WHAT IS NEEDED:
Your answer should be every line of the records that contains the word "lane".

[Saved data entries]
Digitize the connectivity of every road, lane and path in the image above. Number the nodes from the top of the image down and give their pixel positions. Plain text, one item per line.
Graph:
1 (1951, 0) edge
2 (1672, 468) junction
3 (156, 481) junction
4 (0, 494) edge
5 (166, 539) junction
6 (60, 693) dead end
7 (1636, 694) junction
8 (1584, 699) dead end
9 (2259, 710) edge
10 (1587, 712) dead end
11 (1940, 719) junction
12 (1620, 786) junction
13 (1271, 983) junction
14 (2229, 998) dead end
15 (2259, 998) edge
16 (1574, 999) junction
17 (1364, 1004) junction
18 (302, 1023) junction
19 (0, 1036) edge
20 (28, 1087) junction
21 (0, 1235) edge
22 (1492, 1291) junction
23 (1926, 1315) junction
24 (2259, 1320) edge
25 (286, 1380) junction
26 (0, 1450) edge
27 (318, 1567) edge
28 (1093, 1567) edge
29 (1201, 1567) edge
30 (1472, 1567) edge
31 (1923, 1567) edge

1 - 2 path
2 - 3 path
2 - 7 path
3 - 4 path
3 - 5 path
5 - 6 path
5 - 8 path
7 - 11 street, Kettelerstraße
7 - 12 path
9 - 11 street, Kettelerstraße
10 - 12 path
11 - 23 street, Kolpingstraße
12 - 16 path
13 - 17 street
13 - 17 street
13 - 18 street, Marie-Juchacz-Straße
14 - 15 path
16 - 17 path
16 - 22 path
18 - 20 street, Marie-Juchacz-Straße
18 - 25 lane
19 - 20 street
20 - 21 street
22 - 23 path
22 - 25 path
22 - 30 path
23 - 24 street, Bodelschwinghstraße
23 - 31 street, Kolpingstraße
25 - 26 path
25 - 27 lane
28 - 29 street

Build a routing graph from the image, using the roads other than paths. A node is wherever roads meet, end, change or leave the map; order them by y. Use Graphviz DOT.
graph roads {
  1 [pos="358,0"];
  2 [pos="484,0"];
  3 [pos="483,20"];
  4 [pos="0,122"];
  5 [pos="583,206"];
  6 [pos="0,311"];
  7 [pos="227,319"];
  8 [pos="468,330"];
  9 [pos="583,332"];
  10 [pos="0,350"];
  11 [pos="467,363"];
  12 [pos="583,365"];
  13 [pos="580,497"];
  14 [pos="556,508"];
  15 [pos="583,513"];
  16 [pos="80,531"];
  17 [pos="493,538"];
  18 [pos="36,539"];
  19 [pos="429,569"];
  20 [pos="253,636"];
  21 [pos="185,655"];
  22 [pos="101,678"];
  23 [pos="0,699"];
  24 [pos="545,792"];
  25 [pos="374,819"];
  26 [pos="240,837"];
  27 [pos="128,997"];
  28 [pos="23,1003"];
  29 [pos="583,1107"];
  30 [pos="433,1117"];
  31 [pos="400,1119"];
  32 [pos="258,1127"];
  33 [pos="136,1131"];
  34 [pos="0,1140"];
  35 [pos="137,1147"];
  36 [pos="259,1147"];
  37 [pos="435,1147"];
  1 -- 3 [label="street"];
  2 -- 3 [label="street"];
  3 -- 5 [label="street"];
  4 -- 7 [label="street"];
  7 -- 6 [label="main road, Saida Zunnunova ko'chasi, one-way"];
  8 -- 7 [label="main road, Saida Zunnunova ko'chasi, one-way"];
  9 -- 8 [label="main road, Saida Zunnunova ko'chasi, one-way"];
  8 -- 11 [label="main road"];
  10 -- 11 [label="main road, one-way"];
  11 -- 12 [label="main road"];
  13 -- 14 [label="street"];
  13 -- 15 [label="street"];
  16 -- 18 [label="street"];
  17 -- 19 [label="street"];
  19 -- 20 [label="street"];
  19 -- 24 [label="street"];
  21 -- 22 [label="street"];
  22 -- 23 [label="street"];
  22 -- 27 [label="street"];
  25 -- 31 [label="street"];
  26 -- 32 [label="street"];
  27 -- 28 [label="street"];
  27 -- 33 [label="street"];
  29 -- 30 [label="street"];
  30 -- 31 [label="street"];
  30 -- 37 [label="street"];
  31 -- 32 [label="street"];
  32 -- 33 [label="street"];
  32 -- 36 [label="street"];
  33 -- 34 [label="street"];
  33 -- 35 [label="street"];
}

WRITTEN ANSWER:
Digitize the connectivity of every road, lane and path in the image above. Number the nodes from the top of the image down and give their pixel positions. Plain text, one item per line.
18 - 25 lane
25 - 27 lane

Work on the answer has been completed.